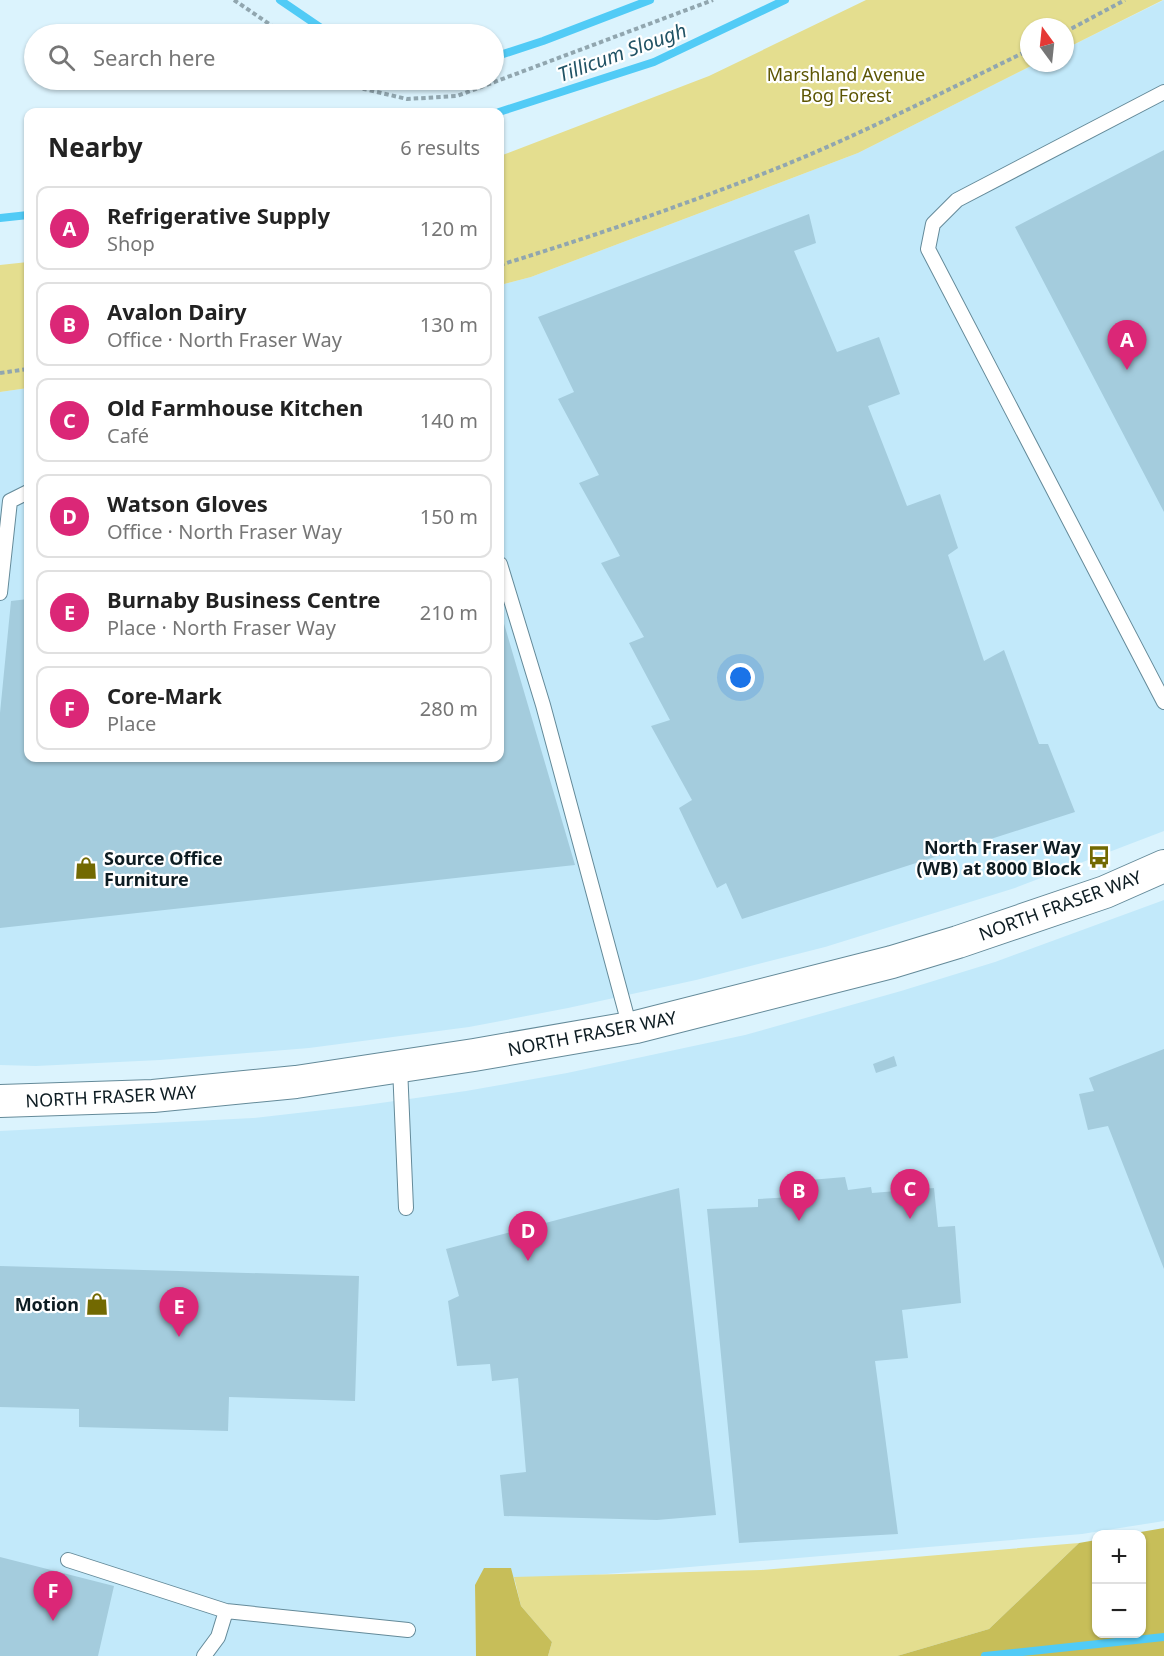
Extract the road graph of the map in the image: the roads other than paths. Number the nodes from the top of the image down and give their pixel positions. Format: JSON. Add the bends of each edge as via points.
{"nodes":[{"id":1,"x":1164,"y":92,"type":"edge"},
{"id":2,"x":24,"y":494,"type":"edge"},
{"id":3,"x":504,"y":577,"type":"edge"},
{"id":4,"x":0,"y":593,"type":"edge"},
{"id":5,"x":1164,"y":702,"type":"edge"},
{"id":6,"x":1164,"y":866,"type":"edge"},
{"id":7,"x":630,"y":1028,"type":"junction"},
{"id":8,"x":400,"y":1067,"type":"junction"},
{"id":9,"x":0,"y":1101,"type":"edge"},
{"id":10,"x":406,"y":1208,"type":"dead end"},
{"id":11,"x":68,"y":1560,"type":"dead end"},
{"id":12,"x":226,"y":1611,"type":"junction"},
{"id":13,"x":408,"y":1630,"type":"dead end"},
{"id":14,"x":204,"y":1656,"type":"edge"}],
"edges":[{"from":1,"to":5,"type":"lane","via":[[957,200],[933,224],[928,249]]},
{"from":2,"to":4,"type":"lane","via":[[10,501]]},
{"from":3,"to":7,"type":"lane","via":[[543,705]]},
{"from":6,"to":7,"type":"street","name":"NORTH FRASER WAY","via":[[1105,892],[925,952]]},
{"from":7,"to":8,"type":"street","name":"NORTH FRASER WAY"},
{"from":8,"to":9,"type":"street","name":"NORTH FRASER WAY","via":[[153,1096]]},
{"from":8,"to":10,"type":"lane"},
{"from":11,"to":12,"type":"lane"},
{"from":12,"to":13,"type":"lane"},
{"from":12,"to":14,"type":"lane","via":[[218,1637]]}]}
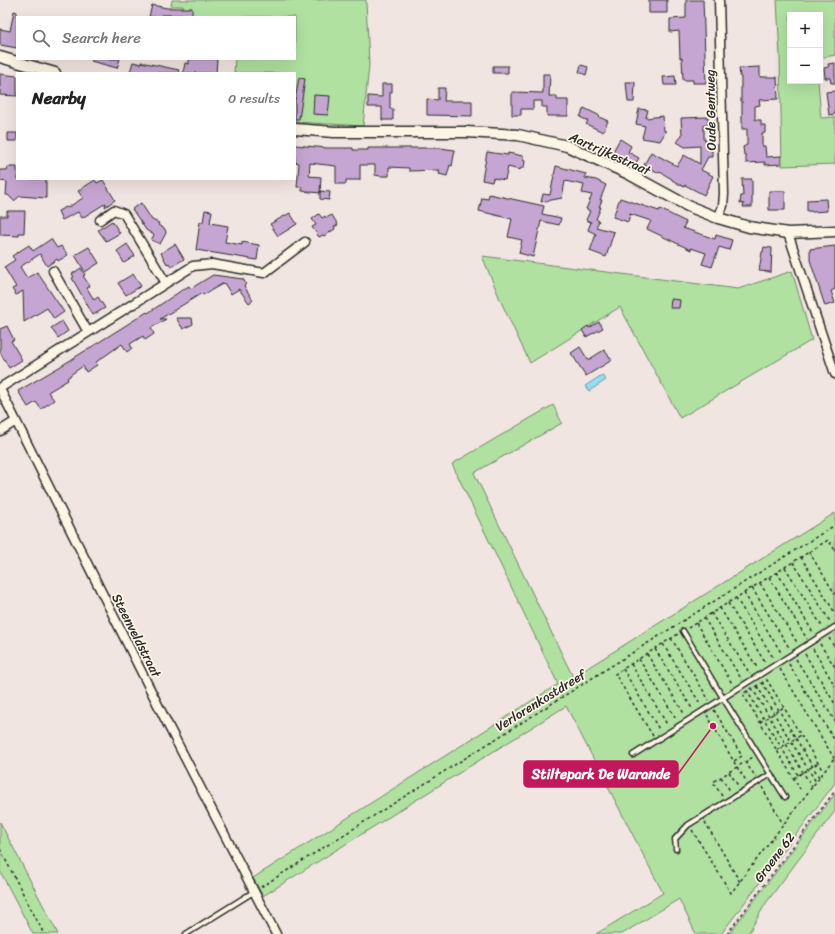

☆ ☆ ☆ ☆ ☆ ☆ ☆

__What to do__:
When you give the entries again, keep them exact and omit any picture they contain.

__Result for this exercise__:
Extract the road graph of the map in the image: the roads other than paths. Number the nodes from the top of the image down and give their pixel positions. Format: JSON. Add the bends of each edge as via points.
{"nodes":[{"id":1,"x":1164,"y":92,"type":"edge"},
{"id":2,"x":24,"y":494,"type":"edge"},
{"id":3,"x":504,"y":577,"type":"edge"},
{"id":4,"x":0,"y":593,"type":"edge"},
{"id":5,"x":1164,"y":702,"type":"edge"},
{"id":6,"x":1164,"y":866,"type":"edge"},
{"id":7,"x":630,"y":1028,"type":"junction"},
{"id":8,"x":400,"y":1067,"type":"junction"},
{"id":9,"x":0,"y":1101,"type":"edge"},
{"id":10,"x":406,"y":1208,"type":"dead end"},
{"id":11,"x":68,"y":1560,"type":"dead end"},
{"id":12,"x":226,"y":1611,"type":"junction"},
{"id":13,"x":408,"y":1630,"type":"dead end"},
{"id":14,"x":204,"y":1656,"type":"edge"}],
"edges":[{"from":1,"to":5,"type":"lane","via":[[957,200],[933,224],[928,249]]},
{"from":2,"to":4,"type":"lane","via":[[10,501]]},
{"from":3,"to":7,"type":"lane","via":[[543,705]]},
{"from":6,"to":7,"type":"street","name":"NORTH FRASER WAY","via":[[1105,892],[925,952]]},
{"from":7,"to":8,"type":"street","name":"NORTH FRASER WAY"},
{"from":8,"to":9,"type":"street","name":"NORTH FRASER WAY","via":[[153,1096]]},
{"from":8,"to":10,"type":"lane"},
{"from":11,"to":12,"type":"lane"},
{"from":12,"to":13,"type":"lane"},
{"from":12,"to":14,"type":"lane","via":[[218,1637]]}]}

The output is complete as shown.